Tuesday, March 24, 2009

We Were The Mulvaneys

The first book I ever recommended to a book club was We Were the Mulvaneys by Joyce Carol Oates.  It was our group's first book, and I don't think the club ever forgave me.  We Were the Mulvaneys is a devastating experience, as tragic and painful to read as King Lear is to see.  The next five books we read were all comic novels, as if we had to purge Mulvaneys from our systems.  So, how can I recommend it?

Because as brutal as it is, Oates' novel is also ultimately redemptive - well, that may be too strong a word.  Maybe the word is forgiving, for the members of the cursed Mulvaney family - those who survive their long ordeal - are able to forgive, and go on as a family.

The plot is simple: An American family - imperfect, but happy - suffers an horrific event; the rape of their teenage daughter.  The rape is the catalyst of a series of actions that rips the family apart, tearing it along the fault lines that always existed, but that remained stable until the incalculable stress of the tragedy.

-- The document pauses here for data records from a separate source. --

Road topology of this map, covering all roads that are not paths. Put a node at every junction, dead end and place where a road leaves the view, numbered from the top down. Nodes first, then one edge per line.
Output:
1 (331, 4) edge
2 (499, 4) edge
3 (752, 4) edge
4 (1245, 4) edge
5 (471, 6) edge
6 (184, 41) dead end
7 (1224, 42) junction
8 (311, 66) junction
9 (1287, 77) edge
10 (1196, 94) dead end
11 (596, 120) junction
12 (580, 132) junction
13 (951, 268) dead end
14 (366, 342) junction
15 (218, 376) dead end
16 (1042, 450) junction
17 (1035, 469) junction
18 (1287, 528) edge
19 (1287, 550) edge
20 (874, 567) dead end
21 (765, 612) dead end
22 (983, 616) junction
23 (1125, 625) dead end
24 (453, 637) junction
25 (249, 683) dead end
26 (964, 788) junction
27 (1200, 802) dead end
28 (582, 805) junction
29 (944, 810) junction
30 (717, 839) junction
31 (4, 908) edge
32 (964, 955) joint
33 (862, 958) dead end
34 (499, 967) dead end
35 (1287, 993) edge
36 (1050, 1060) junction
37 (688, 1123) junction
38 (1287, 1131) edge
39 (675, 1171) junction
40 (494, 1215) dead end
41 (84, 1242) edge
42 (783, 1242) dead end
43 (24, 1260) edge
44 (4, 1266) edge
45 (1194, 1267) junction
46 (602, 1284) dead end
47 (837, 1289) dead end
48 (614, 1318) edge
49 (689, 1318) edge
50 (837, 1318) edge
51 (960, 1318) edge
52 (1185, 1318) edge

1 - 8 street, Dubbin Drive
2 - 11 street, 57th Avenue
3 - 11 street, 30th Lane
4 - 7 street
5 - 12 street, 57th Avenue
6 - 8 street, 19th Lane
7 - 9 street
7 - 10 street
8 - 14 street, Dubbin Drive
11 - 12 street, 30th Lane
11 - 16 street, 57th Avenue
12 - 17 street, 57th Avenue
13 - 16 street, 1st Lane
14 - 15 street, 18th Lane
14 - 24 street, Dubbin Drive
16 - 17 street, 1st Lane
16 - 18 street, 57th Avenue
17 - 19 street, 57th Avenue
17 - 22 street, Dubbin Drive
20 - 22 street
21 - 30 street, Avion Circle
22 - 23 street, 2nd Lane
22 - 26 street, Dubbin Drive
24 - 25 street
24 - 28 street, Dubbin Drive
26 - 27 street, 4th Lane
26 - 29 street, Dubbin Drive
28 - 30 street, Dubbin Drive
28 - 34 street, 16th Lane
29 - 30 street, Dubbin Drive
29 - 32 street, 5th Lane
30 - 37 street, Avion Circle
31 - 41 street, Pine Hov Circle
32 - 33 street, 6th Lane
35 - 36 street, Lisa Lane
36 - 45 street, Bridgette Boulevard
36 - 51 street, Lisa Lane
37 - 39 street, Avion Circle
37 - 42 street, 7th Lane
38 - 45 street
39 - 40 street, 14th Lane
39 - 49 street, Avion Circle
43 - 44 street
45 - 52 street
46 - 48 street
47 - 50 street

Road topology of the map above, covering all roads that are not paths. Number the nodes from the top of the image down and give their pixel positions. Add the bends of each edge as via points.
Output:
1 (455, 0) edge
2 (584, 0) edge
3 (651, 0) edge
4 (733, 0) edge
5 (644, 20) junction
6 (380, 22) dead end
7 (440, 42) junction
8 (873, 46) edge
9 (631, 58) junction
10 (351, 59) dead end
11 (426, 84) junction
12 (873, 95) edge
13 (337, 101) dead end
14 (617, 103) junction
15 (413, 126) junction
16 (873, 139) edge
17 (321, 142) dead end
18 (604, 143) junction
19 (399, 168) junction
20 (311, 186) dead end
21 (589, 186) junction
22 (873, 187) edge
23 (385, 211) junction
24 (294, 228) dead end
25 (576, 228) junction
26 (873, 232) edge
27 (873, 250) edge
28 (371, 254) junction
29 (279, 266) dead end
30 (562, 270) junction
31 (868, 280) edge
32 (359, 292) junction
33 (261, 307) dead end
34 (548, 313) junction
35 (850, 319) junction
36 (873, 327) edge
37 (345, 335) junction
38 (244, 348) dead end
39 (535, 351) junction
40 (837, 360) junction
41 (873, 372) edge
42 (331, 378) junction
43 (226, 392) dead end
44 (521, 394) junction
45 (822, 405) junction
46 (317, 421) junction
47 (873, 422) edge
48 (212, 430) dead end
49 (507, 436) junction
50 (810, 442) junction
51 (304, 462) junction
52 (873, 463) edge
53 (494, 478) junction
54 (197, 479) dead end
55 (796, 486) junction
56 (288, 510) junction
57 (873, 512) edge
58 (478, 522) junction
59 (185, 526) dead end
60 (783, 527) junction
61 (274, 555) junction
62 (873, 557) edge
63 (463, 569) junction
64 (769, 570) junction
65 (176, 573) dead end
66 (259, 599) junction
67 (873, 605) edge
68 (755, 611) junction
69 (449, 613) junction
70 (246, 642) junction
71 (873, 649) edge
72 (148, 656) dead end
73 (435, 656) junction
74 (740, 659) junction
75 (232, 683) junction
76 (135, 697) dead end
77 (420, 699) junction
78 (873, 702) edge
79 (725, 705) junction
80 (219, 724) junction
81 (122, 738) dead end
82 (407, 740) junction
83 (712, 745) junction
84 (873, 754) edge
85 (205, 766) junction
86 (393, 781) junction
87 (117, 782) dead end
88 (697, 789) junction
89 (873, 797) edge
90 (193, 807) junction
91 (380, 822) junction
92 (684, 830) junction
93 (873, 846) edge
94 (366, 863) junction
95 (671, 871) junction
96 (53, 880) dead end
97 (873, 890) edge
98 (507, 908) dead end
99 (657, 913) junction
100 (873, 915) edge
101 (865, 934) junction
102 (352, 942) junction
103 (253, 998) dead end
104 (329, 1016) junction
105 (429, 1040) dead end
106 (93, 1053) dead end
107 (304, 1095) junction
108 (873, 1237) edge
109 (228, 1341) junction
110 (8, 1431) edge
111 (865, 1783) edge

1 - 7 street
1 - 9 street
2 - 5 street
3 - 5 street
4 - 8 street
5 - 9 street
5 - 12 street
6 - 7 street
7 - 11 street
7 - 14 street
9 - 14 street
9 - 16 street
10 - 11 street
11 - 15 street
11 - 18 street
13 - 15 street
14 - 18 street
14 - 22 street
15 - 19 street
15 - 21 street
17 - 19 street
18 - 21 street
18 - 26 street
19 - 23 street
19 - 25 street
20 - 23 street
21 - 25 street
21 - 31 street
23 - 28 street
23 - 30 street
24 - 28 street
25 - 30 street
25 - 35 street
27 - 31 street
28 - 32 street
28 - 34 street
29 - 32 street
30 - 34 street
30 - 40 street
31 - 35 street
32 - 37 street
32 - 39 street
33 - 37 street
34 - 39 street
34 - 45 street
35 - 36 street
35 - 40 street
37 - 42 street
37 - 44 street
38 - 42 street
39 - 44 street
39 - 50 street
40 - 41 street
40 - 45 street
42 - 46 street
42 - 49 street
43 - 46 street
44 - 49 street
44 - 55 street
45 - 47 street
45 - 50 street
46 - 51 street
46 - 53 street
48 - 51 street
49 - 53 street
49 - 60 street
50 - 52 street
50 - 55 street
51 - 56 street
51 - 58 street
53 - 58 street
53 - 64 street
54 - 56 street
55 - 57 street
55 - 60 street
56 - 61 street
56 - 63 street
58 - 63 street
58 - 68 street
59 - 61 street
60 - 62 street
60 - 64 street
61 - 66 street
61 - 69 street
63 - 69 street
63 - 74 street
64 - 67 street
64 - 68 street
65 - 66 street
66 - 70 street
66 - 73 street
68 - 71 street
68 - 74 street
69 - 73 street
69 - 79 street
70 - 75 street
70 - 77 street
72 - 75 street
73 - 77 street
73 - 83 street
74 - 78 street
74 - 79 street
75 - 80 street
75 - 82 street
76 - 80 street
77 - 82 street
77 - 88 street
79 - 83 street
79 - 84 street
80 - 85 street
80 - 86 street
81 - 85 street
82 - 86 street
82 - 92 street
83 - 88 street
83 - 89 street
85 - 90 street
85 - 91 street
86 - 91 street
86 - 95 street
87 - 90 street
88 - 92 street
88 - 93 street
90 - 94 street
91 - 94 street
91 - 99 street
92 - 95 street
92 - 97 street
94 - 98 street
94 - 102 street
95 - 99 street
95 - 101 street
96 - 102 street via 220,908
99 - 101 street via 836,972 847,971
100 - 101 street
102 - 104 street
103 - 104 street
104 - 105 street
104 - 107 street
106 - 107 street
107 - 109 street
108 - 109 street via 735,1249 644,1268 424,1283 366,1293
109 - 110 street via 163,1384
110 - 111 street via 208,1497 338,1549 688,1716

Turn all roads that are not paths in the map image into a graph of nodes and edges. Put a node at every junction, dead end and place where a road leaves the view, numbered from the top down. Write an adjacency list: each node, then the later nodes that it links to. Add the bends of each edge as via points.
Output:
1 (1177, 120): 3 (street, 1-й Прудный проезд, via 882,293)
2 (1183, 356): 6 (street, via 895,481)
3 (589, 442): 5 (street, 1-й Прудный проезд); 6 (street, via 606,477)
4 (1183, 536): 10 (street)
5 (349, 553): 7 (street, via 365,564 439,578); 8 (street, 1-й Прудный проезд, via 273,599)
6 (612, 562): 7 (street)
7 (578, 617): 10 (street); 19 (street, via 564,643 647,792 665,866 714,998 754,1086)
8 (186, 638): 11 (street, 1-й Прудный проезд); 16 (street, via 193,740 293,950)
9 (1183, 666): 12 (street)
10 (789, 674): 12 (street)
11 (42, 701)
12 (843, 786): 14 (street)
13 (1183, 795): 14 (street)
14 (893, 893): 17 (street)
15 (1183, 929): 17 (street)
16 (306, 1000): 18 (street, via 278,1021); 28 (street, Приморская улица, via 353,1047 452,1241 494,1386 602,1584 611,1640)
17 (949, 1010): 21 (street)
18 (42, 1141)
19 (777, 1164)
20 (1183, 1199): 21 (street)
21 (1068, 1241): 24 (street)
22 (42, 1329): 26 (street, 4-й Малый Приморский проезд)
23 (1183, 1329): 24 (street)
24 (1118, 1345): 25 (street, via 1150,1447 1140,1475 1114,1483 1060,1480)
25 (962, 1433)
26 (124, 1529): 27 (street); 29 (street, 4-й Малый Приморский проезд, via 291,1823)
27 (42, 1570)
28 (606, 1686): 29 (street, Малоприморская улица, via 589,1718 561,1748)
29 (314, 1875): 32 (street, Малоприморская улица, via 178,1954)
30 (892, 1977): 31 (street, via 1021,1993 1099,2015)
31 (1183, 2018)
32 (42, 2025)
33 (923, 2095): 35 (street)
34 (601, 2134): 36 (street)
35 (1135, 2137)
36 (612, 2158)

I'm not a fan of much of Oates' novels: Too often, her characters seem constructs, created to represent a moral position or philosophical concept.  But in the Mulvaneys, Oates creates some of the most vivid, real personalities in modern fiction.  Corinne and Mike are a living, breathing couple, and the disintegration of their marriage - of their love - is like watching a beautiful estate slide slowly over a cliff.

Anyone who has ever survived a family tragedy knows that things are never the same afterward; that the innocence of the years before the tragedy haunt you forever; and that somehow families, fractured and fragile, live on.  There is grace in this, although not an easy grace to accept.  Endurance is never rewarded with a return to paradise; at best, there is a return to some sort of peace, with the world and within the tribe.  We Were the Mulvaneys captures all the horror and grace of tragedy.  You'll never forget the Mulvaneys.